» **EXERCISE OBJECTIVE**
All of the data needs to be repeated exactly.

[Collected data]
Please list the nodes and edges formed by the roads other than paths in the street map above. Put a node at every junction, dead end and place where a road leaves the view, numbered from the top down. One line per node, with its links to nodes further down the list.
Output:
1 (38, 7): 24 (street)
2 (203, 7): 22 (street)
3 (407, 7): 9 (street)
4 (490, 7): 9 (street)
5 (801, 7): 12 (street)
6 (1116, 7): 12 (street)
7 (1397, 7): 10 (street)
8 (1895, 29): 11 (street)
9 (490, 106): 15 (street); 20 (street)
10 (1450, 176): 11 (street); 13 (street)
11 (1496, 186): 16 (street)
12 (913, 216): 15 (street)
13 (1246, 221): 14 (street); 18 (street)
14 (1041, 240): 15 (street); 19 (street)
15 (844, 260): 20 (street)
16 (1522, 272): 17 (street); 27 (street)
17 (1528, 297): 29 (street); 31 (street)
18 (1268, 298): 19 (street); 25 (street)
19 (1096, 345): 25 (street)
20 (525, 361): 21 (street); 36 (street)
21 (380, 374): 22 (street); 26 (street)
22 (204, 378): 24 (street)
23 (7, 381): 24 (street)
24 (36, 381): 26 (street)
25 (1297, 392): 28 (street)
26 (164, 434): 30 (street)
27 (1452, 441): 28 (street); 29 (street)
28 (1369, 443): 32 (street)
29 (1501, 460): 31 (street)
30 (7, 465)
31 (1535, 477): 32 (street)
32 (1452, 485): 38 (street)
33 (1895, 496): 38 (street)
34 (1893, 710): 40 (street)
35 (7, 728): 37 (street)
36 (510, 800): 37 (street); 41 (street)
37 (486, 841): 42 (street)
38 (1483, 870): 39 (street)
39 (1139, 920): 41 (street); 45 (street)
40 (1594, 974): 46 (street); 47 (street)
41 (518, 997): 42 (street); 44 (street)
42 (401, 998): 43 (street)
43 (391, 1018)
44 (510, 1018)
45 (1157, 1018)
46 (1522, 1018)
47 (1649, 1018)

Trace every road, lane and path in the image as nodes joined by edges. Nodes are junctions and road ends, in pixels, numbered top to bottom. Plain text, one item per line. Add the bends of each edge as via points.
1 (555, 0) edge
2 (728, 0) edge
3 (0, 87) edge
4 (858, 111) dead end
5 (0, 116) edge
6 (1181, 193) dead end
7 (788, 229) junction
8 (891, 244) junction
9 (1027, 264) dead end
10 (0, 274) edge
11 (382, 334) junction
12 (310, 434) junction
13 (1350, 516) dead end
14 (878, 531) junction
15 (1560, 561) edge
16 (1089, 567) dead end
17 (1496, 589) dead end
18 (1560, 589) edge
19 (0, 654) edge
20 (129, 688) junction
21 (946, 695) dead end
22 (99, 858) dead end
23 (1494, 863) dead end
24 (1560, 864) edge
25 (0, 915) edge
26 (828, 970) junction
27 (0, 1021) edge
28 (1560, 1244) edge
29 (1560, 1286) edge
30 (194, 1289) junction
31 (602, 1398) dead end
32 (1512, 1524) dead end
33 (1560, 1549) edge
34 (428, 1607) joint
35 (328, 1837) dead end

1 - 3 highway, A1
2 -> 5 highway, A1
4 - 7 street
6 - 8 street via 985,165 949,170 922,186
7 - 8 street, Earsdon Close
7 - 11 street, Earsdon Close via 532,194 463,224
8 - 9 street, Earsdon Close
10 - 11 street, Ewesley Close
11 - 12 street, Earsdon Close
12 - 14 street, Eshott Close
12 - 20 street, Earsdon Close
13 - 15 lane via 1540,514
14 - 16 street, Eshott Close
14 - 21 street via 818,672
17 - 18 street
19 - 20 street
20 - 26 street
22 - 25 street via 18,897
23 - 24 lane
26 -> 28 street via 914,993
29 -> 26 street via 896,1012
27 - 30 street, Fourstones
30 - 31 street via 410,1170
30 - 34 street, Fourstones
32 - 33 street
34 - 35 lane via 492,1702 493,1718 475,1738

» **EXPECTED OUTPUT**
Please list the nodes and edges formed by the roads other than paths in the street map above. Put a node at every junction, dead end and place where a road leaves the view, numbered from the top down. One line per node, with its links to nodes further down the list.
Output:
1 (38, 7): 24 (street)
2 (203, 7): 22 (street)
3 (407, 7): 9 (street)
4 (490, 7): 9 (street)
5 (801, 7): 12 (street)
6 (1116, 7): 12 (street)
7 (1397, 7): 10 (street)
8 (1895, 29): 11 (street)
9 (490, 106): 15 (street); 20 (street)
10 (1450, 176): 11 (street); 13 (street)
11 (1496, 186): 16 (street)
12 (913, 216): 15 (street)
13 (1246, 221): 14 (street); 18 (street)
14 (1041, 240): 15 (street); 19 (street)
15 (844, 260): 20 (street)
16 (1522, 272): 17 (street); 27 (street)
17 (1528, 297): 29 (street); 31 (street)
18 (1268, 298): 19 (street); 25 (street)
19 (1096, 345): 25 (street)
20 (525, 361): 21 (street); 36 (street)
21 (380, 374): 22 (street); 26 (street)
22 (204, 378): 24 (street)
23 (7, 381): 24 (street)
24 (36, 381): 26 (street)
25 (1297, 392): 28 (street)
26 (164, 434): 30 (street)
27 (1452, 441): 28 (street); 29 (street)
28 (1369, 443): 32 (street)
29 (1501, 460): 31 (street)
30 (7, 465)
31 (1535, 477): 32 (street)
32 (1452, 485): 38 (street)
33 (1895, 496): 38 (street)
34 (1893, 710): 40 (street)
35 (7, 728): 37 (street)
36 (510, 800): 37 (street); 41 (street)
37 (486, 841): 42 (street)
38 (1483, 870): 39 (street)
39 (1139, 920): 41 (street); 45 (street)
40 (1594, 974): 46 (street); 47 (street)
41 (518, 997): 42 (street); 44 (street)
42 (401, 998): 43 (street)
43 (391, 1018)
44 (510, 1018)
45 (1157, 1018)
46 (1522, 1018)
47 (1649, 1018)

Trace every road, lane and path in the image as nodes joined by edges. Nodes are junctions and road ends, in pixels, numbered top to bottom. Plain text, one item per line. Add the bends of each edge as via points.
1 (555, 0) edge
2 (728, 0) edge
3 (0, 87) edge
4 (858, 111) dead end
5 (0, 116) edge
6 (1181, 193) dead end
7 (788, 229) junction
8 (891, 244) junction
9 (1027, 264) dead end
10 (0, 274) edge
11 (382, 334) junction
12 (310, 434) junction
13 (1350, 516) dead end
14 (878, 531) junction
15 (1560, 561) edge
16 (1089, 567) dead end
17 (1496, 589) dead end
18 (1560, 589) edge
19 (0, 654) edge
20 (129, 688) junction
21 (946, 695) dead end
22 (99, 858) dead end
23 (1494, 863) dead end
24 (1560, 864) edge
25 (0, 915) edge
26 (828, 970) junction
27 (0, 1021) edge
28 (1560, 1244) edge
29 (1560, 1286) edge
30 (194, 1289) junction
31 (602, 1398) dead end
32 (1512, 1524) dead end
33 (1560, 1549) edge
34 (428, 1607) joint
35 (328, 1837) dead end

1 - 3 highway, A1
2 -> 5 highway, A1
4 - 7 street
6 - 8 street via 985,165 949,170 922,186
7 - 8 street, Earsdon Close
7 - 11 street, Earsdon Close via 532,194 463,224
8 - 9 street, Earsdon Close
10 - 11 street, Ewesley Close
11 - 12 street, Earsdon Close
12 - 14 street, Eshott Close
12 - 20 street, Earsdon Close
13 - 15 lane via 1540,514
14 - 16 street, Eshott Close
14 - 21 street via 818,672
17 - 18 street
19 - 20 street
20 - 26 street
22 - 25 street via 18,897
23 - 24 lane
26 -> 28 street via 914,993
29 -> 26 street via 896,1012
27 - 30 street, Fourstones
30 - 31 street via 410,1170
30 - 34 street, Fourstones
32 - 33 street
34 - 35 lane via 492,1702 493,1718 475,1738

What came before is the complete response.